By Erik Lyttek
History and science have always fascinated me. For the length and breadth of history, man has been dependent on the weather and the shifting seasons. ‘There is a time to plant and a time to harvest ‘and how is one to know without modern conveniences? For most men and women throughout time, reliable sayings, proverbs and a general knowledge of the earth’s rhythms had to do. Many of these methods are still used today and sometimes prove better local predictors than all our satellites and technological advances.
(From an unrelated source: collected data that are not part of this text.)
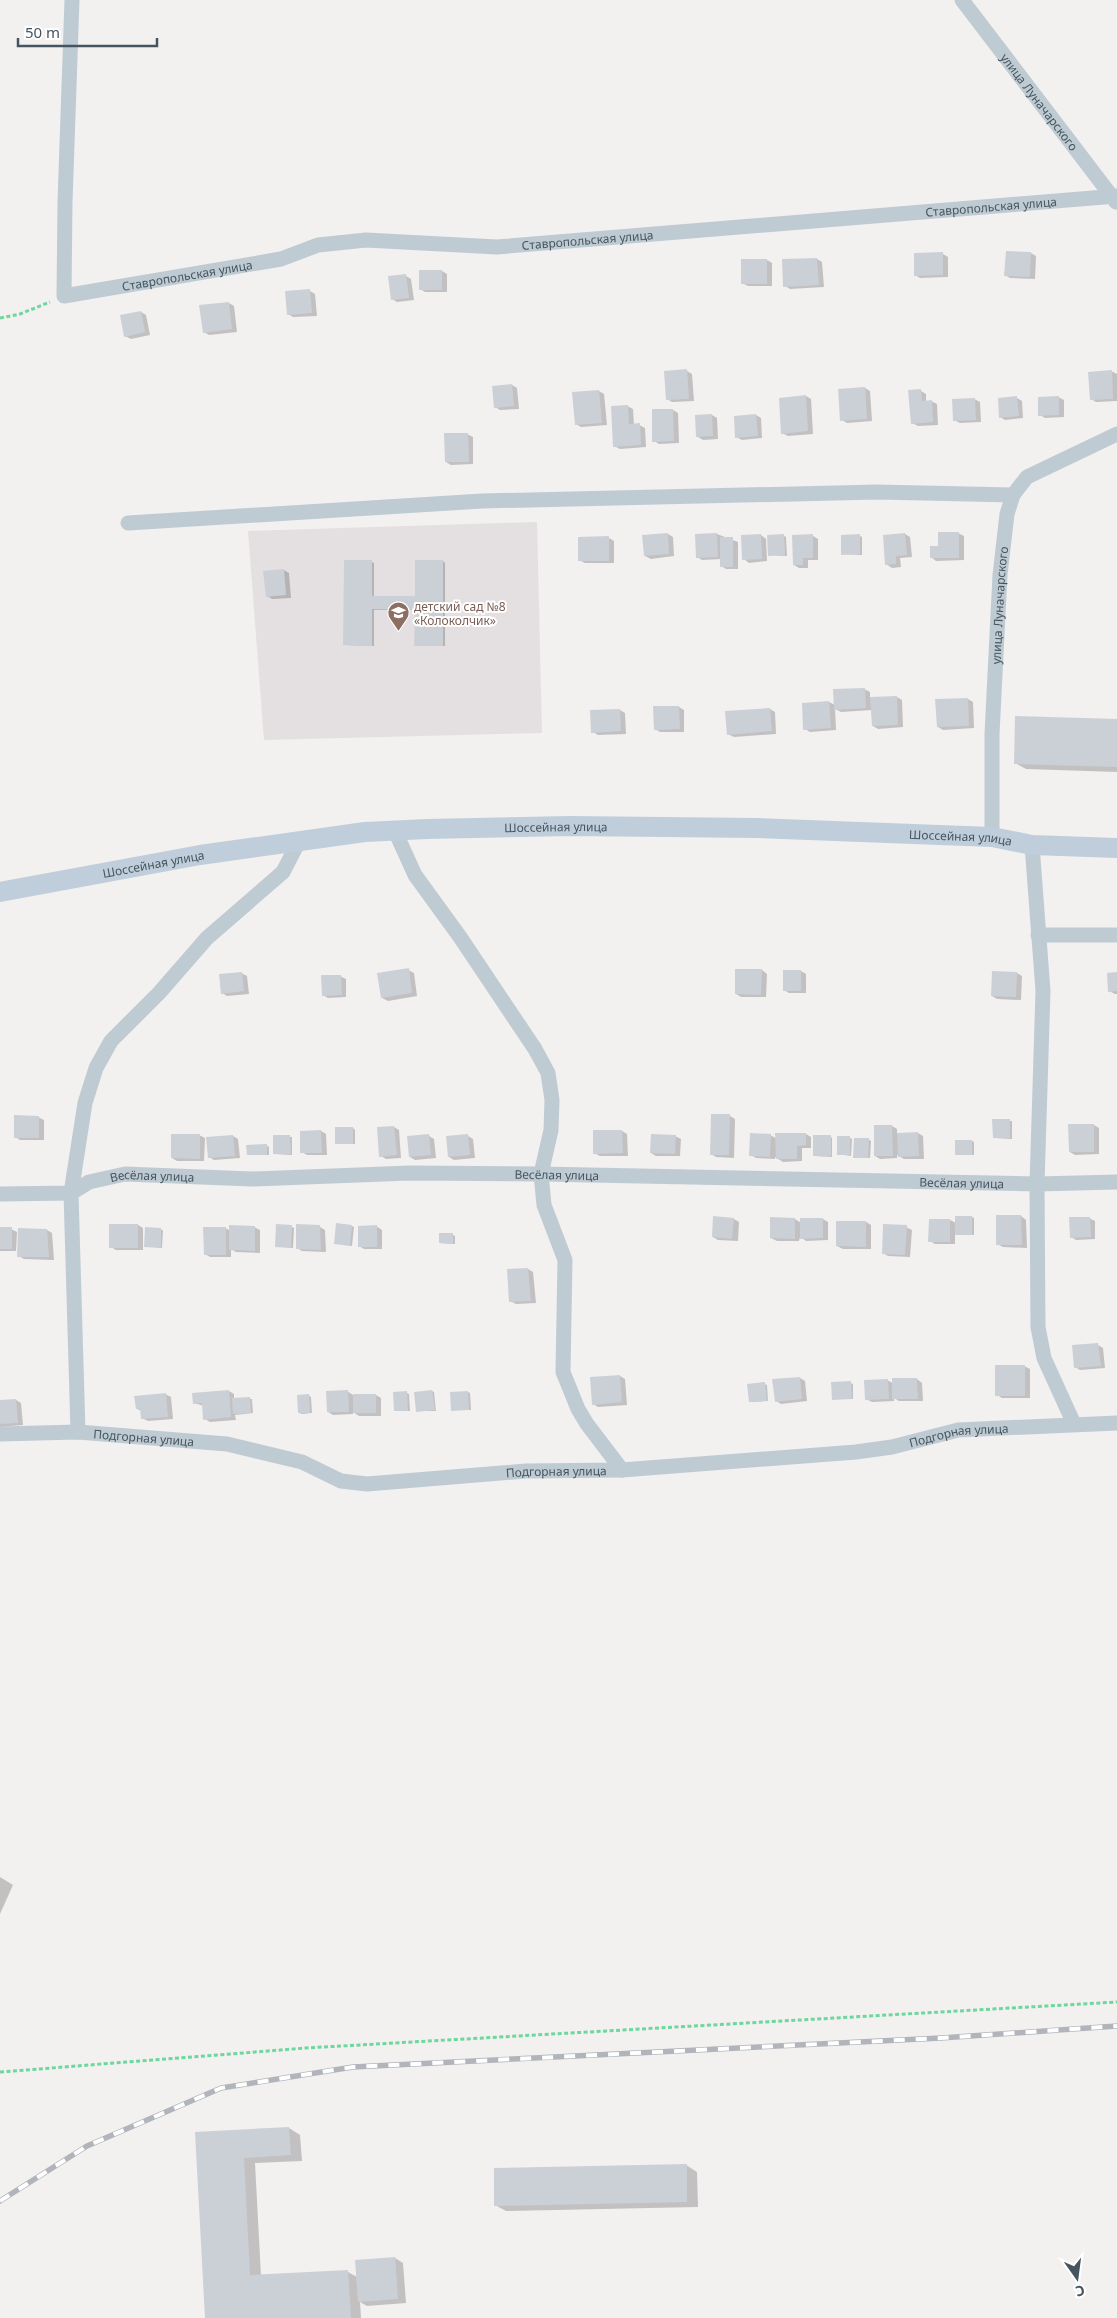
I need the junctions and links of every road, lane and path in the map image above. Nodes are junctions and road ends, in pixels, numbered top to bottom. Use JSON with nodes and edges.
{"nodes":[{"id":1,"x":72,"y":0,"type":"edge"},
{"id":2,"x":968,"y":3,"type":"edge"},
{"id":3,"x":1115,"y":199,"type":"edge"},
{"id":4,"x":64,"y":296,"type":"junction"},
{"id":5,"x":0,"y":318,"type":"edge"},
{"id":6,"x":1117,"y":434,"type":"edge"},
{"id":7,"x":1013,"y":495,"type":"junction"},
{"id":8,"x":128,"y":523,"type":"dead end"},
{"id":9,"x":395,"y":831,"type":"junction"},
{"id":10,"x":992,"y":837,"type":"junction"},
{"id":11,"x":299,"y":841,"type":"junction"},
{"id":12,"x":1032,"y":845,"type":"junction"},
{"id":13,"x":1117,"y":848,"type":"edge"},
{"id":14,"x":0,"y":892,"type":"edge"},
{"id":15,"x":1038,"y":935,"type":"junction"},
{"id":16,"x":1117,"y":935,"type":"edge"},
{"id":17,"x":541,"y":1174,"type":"junction"},
{"id":18,"x":1117,"y":1182,"type":"edge"},
{"id":19,"x":1037,"y":1184,"type":"junction"},
{"id":20,"x":71,"y":1193,"type":"junction"},
{"id":21,"x":0,"y":1194,"type":"edge"},
{"id":22,"x":1117,"y":1423,"type":"edge"},
{"id":23,"x":1074,"y":1424,"type":"junction"},
{"id":24,"x":78,"y":1432,"type":"junction"},
{"id":25,"x":0,"y":1434,"type":"edge"},
{"id":26,"x":622,"y":1470,"type":"junction"},
{"id":27,"x":1117,"y":2002,"type":"edge"},
{"id":28,"x":0,"y":2072,"type":"edge"}],
"edges":[{"from":1,"to":4,"type":"street"},
{"from":2,"to":3,"type":"street","name":"улица Луначарского"},
{"from":3,"to":4,"type":"street","name":"Ставропольская улица"},
{"from":4,"to":5,"type":"path"},
{"from":6,"to":7,"type":"street","name":"улица Луначарского"},
{"from":7,"to":8,"type":"street"},
{"from":7,"to":10,"type":"street","name":"улица Луначарского"},
{"from":9,"to":10,"type":"main road","name":"Шоссейная улица"},
{"from":9,"to":11,"type":"main road","name":"Шоссейная улица"},
{"from":9,"to":17,"type":"street"},
{"from":10,"to":12,"type":"main road","name":"Шоссейная улица"},
{"from":11,"to":14,"type":"main road","name":"Шоссейная улица"},
{"from":11,"to":20,"type":"street"},
{"from":12,"to":13,"type":"main road","name":"Шоссейная улица"},
{"from":12,"to":15,"type":"street"},
{"from":15,"to":16,"type":"street"},
{"from":15,"to":19,"type":"street"},
{"from":17,"to":19,"type":"street","name":"Весёлая улица"},
{"from":17,"to":20,"type":"street","name":"Весёлая улица"},
{"from":17,"to":26,"type":"street"},
{"from":18,"to":19,"type":"street","name":"Весёлая улица"},
{"from":19,"to":23,"type":"street"},
{"from":20,"to":21,"type":"street","name":"Весёлая улица"},
{"from":20,"to":24,"type":"street"},
{"from":22,"to":23,"type":"street","name":"Подгорная улица"},
{"from":23,"to":26,"type":"street","name":"Подгорная улица"},
{"from":24,"to":25,"type":"street","name":"Подгорная улица"},
{"from":24,"to":26,"type":"street","name":"Подгорная улица"},
{"from":27,"to":28,"type":"path"}]}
As humankind advanced technologically, they discarded much of the learning of previous generations. This proves especially true in the area of meteorology. In order to distance themselves from the tribal or town elder, modern meteorologists discount most weather legends as coincidence and hearsay. However, a gap exists between known science and established tradition. Some of the long-held lore do actually work. For those who live closer to nature, whether permanently or for a time (as in camping) would do well to learn them.
Even in Biblical times, such signs were known and applied. In the book of Matthew, Jesus talks about one sign still used today. “You know the saying, ‘Red sky at night means fair weather tomorrow; red sky in the morning means foul weather all day.’ You know how to interpret the weather signs in the sky, but you don’t know how to interpret the signs of the times!” (Matthew 16:2b-3, NLT)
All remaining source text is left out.